4.4. In case the Company fails to fulfill its obligations, shareholders may demand payment of declared dividends on shares of each class in the courts.
4.5. In case of incomplete or untimely payment of dividends to shareholders who timely informed the Company’s Registrar about their bank details or postal addresses and changes in them, the Company and the Registrar are liable in accordance with the current legislation.
4.6. The Company shall not be liable for non-payment (untimely payment) of declared dividends to those shareholders who did not submit their bank details, postal addresses or changes in them to the Company’s Registrar in due time.
4.7. For failure to perform or improper performance of the duties of the tax agent assigned to the Company to withhold and transfer the amount of tax on dividends, the Company is liable in accordance with the legislation of the Republic of Uzbekistan.
5.1. These Regulations, as well as amendments and additions introduced to it, are disclosed by the Company on the Company’s website on the Internet within the time limits stipulated by the current legislation of the Republic of Uzbekistan.
5.2. Based on the results of the General Meeting of Shareholders, the Company shall disclose information in the form of statements on material facts within the time limits established by legislation.
5.3. Upon the Company’s fulfillment of its obligations to pay dividends, the Company shall disclose relevant information in the form of statements of material facts within the time limits established by legislation.
6.1. These Regulations shall be approved by the decision of the Supervisory Board of the Company by a majority of votes of its members who participated in the meeting or took part in absentee voting.

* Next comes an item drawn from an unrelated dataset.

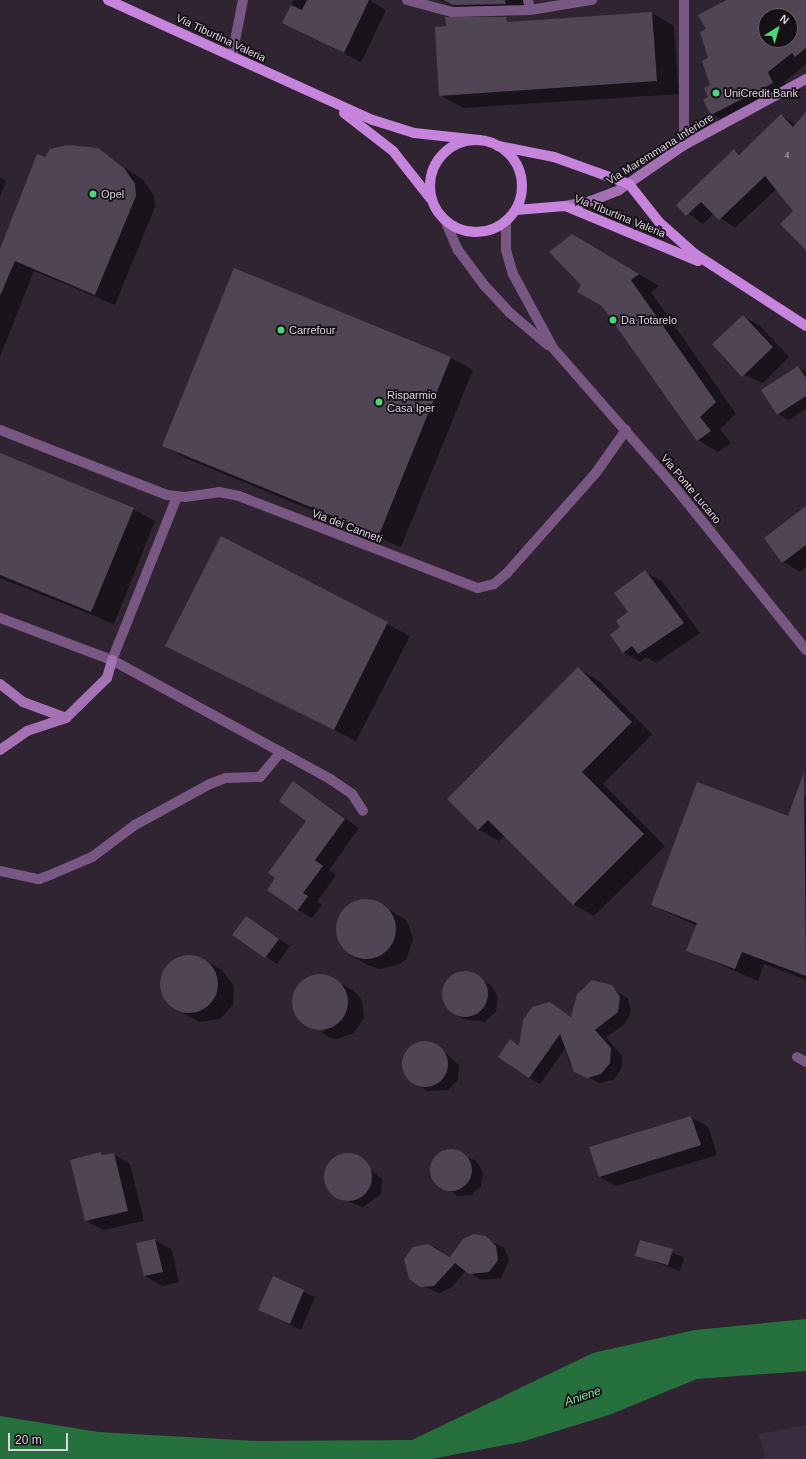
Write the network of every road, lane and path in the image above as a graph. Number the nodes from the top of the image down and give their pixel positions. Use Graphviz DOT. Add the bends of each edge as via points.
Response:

6.2. These Regulations shall be amended and added by the decision of the Supervisory Board of the Company, adopted by a majority of votes of its members who participated in the meeting or took part in absentee voting.
6.3. If individual articles of these Regulations conflict with the current legislation of the Republic of Uzbekistan and/or the Charter of the Company, the articles become invalid and, in the part of the issues regulated by these articles, it is necessary to be governed by the norms of the current legislation of the Republic of Uzbekistan and/or the Charter of the Company until appropriate amendments are made hereto.